# 1/24th in 1/87th Scale



## Junior B. (Aug 4, 2008)

If you check further down the line you'll see I asked for pics for a diorama I am doing. It is a 1/87th scale slot car track and shop. Here are some pics of the tracks. I started with the Purple Mile, and then decided to add a drag strip. 

Well the drag strip is built, and 2 guys are just itching to try it out. 


















Also got the other track painted. 










Now its time to start detailing the interior.

This is the 3rd building for this build as the other 2 were just to small.


----------



## joegri (Feb 13, 2008)

nice king trak jr. i,ll take the orange lane!!


----------



## clydeomite (May 5, 2004)

I love that " Purple Mile American Soverign"
Clyde-0-Mite


----------



## Shadowracer (Sep 11, 2004)

If ya really wanna impress me, make it a FUNCTIONAL track. 

Just kidding.

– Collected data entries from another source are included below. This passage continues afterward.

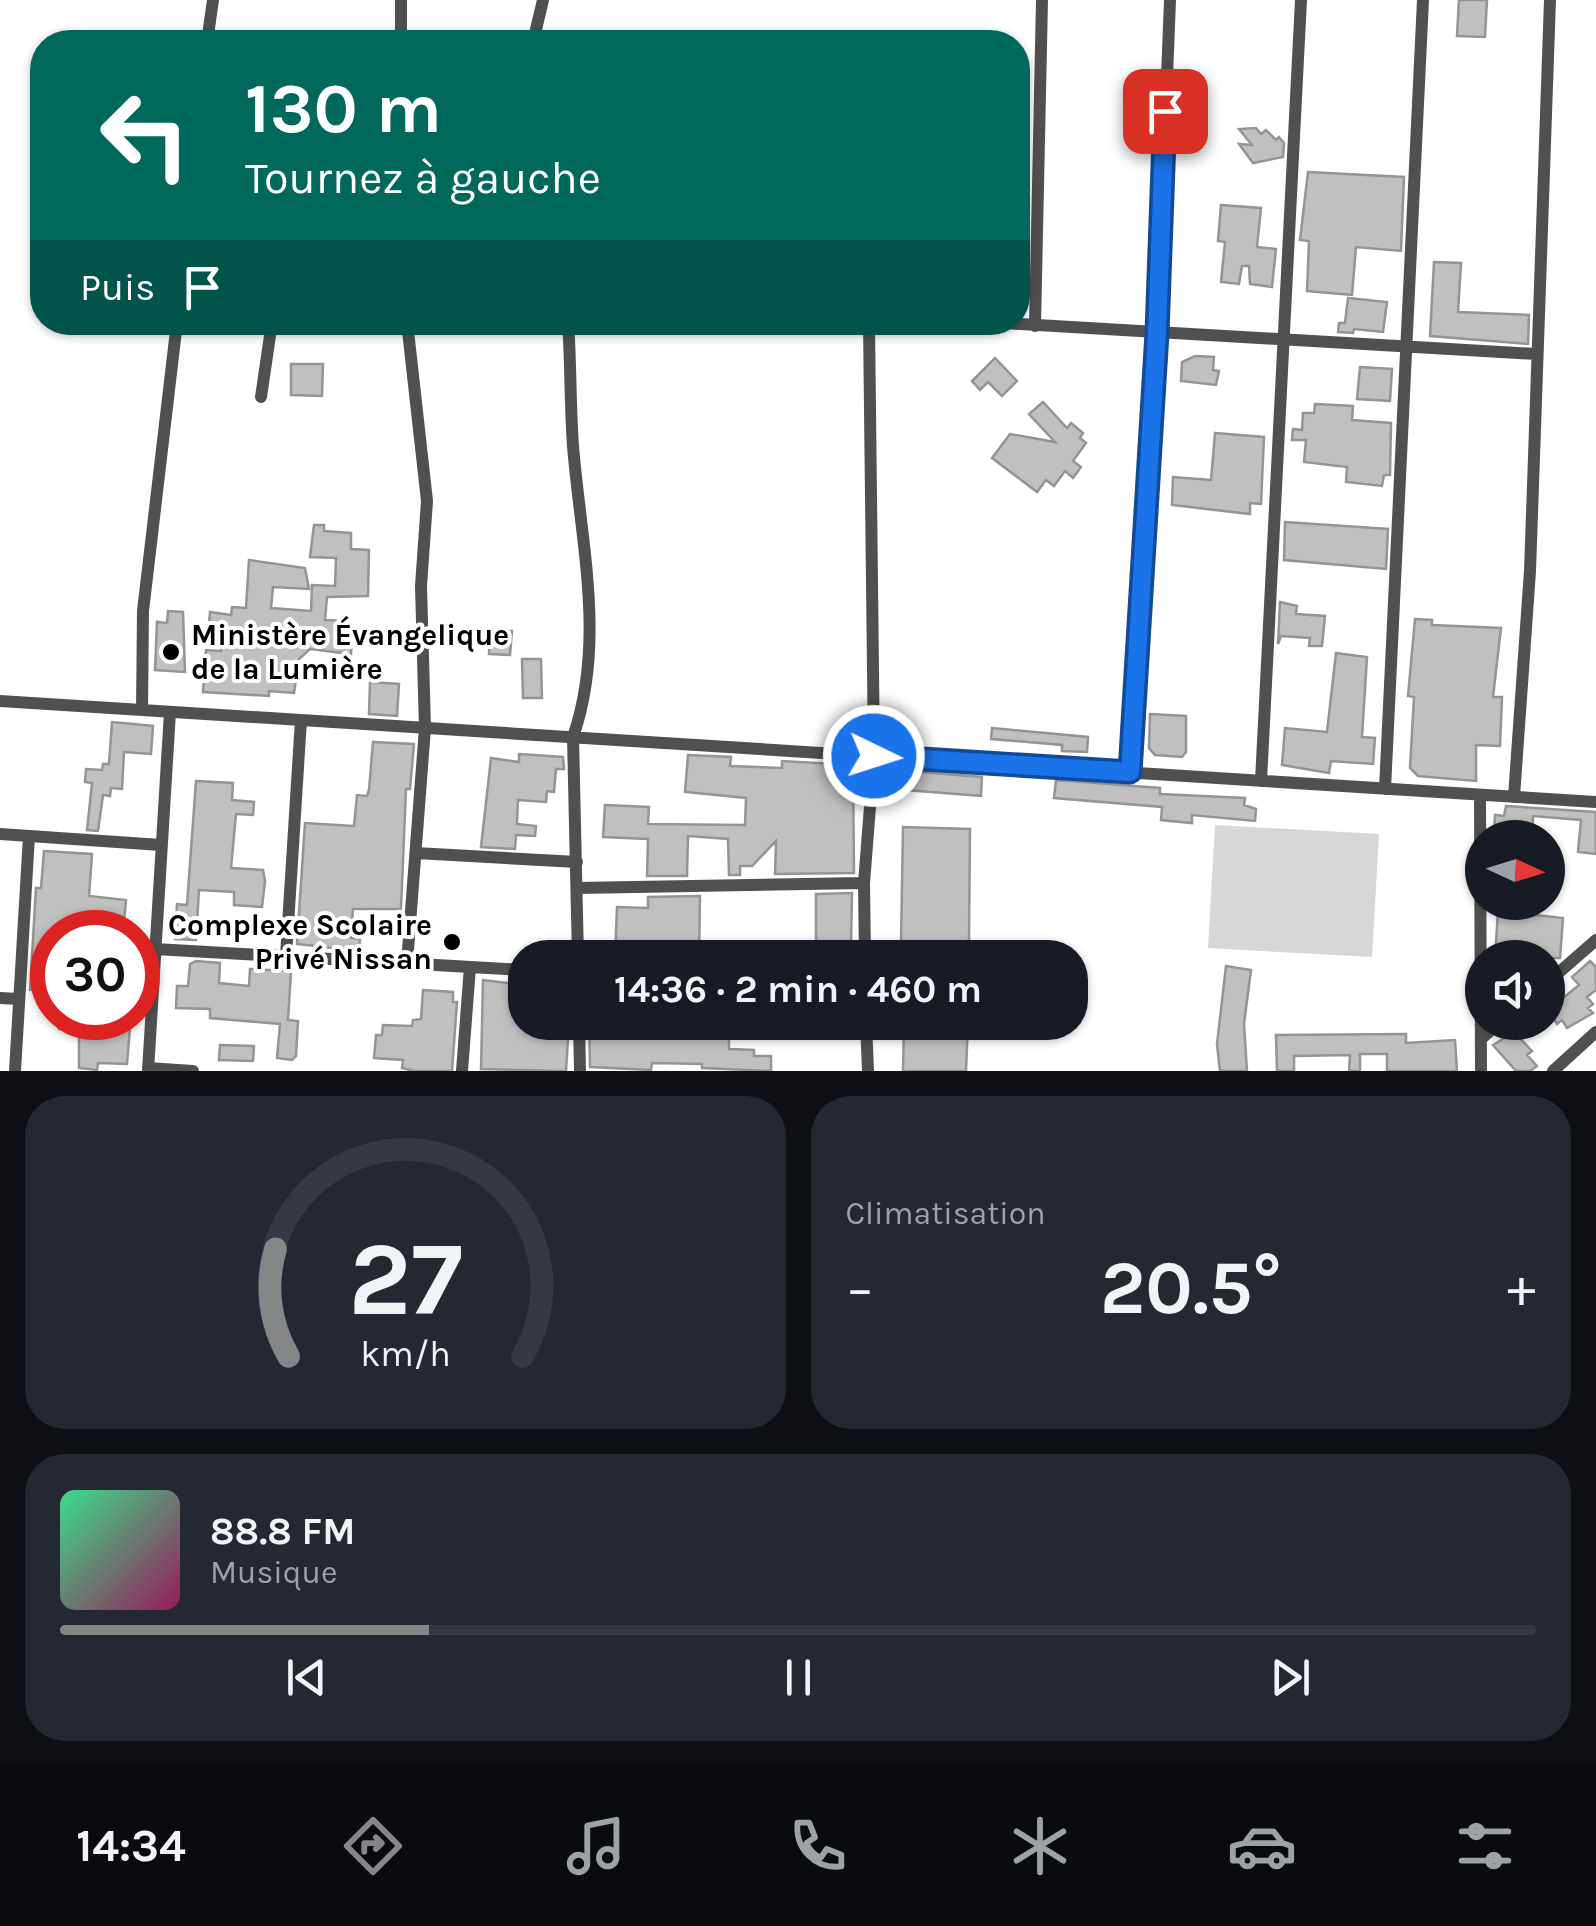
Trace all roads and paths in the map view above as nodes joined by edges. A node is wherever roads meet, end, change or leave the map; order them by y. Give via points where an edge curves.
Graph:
1 (213, 0) edge
2 (401, 0) edge
3 (543, 0) edge
4 (1042, 0) edge
5 (1170, 0) edge
6 (1302, 0) edge
7 (1422, 0) edge
8 (1550, 0) edge
9 (209, 30) edge
10 (401, 30) edge
11 (536, 30) edge
12 (1030, 326) edge
13 (1035, 326) junction
14 (1157, 333) junction
15 (175, 335) edge
16 (270, 335) edge
17 (409, 335) edge
18 (569, 335) edge
19 (870, 335) edge
20 (1284, 339) junction
21 (1407, 346) junction
22 (1535, 354) junction
23 (261, 397) dead end
24 (0, 701) edge
25 (142, 710) junction
26 (170, 712) junction
27 (301, 720) junction
28 (426, 728) junction
29 (573, 737) junction
30 (874, 756) junction
31 (1130, 772) junction
32 (1261, 781) junction
33 (1386, 789) junction
34 (1480, 795) junction
35 (1514, 797) junction
36 (1596, 802) edge
37 (0, 834) edge
38 (28, 836) junction
39 (161, 845) junction
40 (416, 853) junction
41 (576, 862) junction
42 (864, 884) junction
43 (577, 888) junction
44 (157, 910) edge
45 (578, 940) edge
46 (865, 940) edge
47 (1481, 940) edge
48 (1596, 940) edge
49 (160, 949) edge
50 (286, 956) junction
51 (408, 963) junction
52 (470, 967) junction
53 (1565, 967) edge
54 (508, 969) edge
55 (0, 998) edge
56 (19, 999) junction
57 (1596, 1032) edge
58 (150, 1040) edge
59 (580, 1040) edge
60 (867, 1040) edge
61 (1481, 1040) edge
62 (148, 1069) edge
63 (15, 1071) edge
64 (192, 1071) edge
65 (462, 1071) edge
66 (580, 1071) edge
67 (868, 1071) edge
68 (1481, 1071) edge
69 (1553, 1071) edge

1 - 9 street
2 - 10 street
3 - 11 street
4 - 13 street
5 - 14 street
6 - 20 street
7 - 21 street
8 - 22 street
12 - 13 street
13 - 14 street
14 - 20 street
14 - 31 street
15 - 25 street via 143,611
16 - 23 street
17 - 28 street via 427,478 421,586
18 - 29 street via 591,641 585,704
19 - 30 street
20 - 21 street
20 - 32 street
21 - 22 street
21 - 33 street
22 - 35 street via 1530,571
24 - 25 street
25 - 26 street
26 - 27 street
26 - 39 street
27 - 28 street
27 - 50 street
28 - 29 street
28 - 40 street
29 - 30 street
29 - 41 street
30 - 31 street
30 - 42 street
31 - 32 street
32 - 33 street
33 - 34 street
34 - 35 street
34 - 47 street
35 - 36 street
37 - 38 street
38 - 39 street
38 - 56 street
39 - 44 street
40 - 41 street
40 - 51 street
41 - 43 street
42 - 43 street
42 - 46 street
43 - 45 street
48 - 53 street
49 - 50 street
50 - 51 street
51 - 52 street
52 - 54 street
52 - 65 street
55 - 56 street
56 - 63 street
57 - 69 street
58 - 62 street
59 - 66 street
60 - 67 street
61 - 68 street
62 - 64 street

That is some fine modelling right there. :thumbsup:


----------



## Shadowracer (Sep 11, 2004)

Sorry double post (stupid cellphone)


----------



## oddrods (Feb 6, 2007)

Wouldn't it be cool if someone were to cast HO replicas of all the famous 1/24 scale tracks and offer them for sale? Hint-Hint!


----------



## brownie374 (Nov 21, 2007)

TKO built a ho scale King Track


----------



## foxkilo (Mar 27, 2008)

Hi Junior,

have a look at this one. Not intended to frustrate but to inspirate.

It is from what I can see the scale your are working in.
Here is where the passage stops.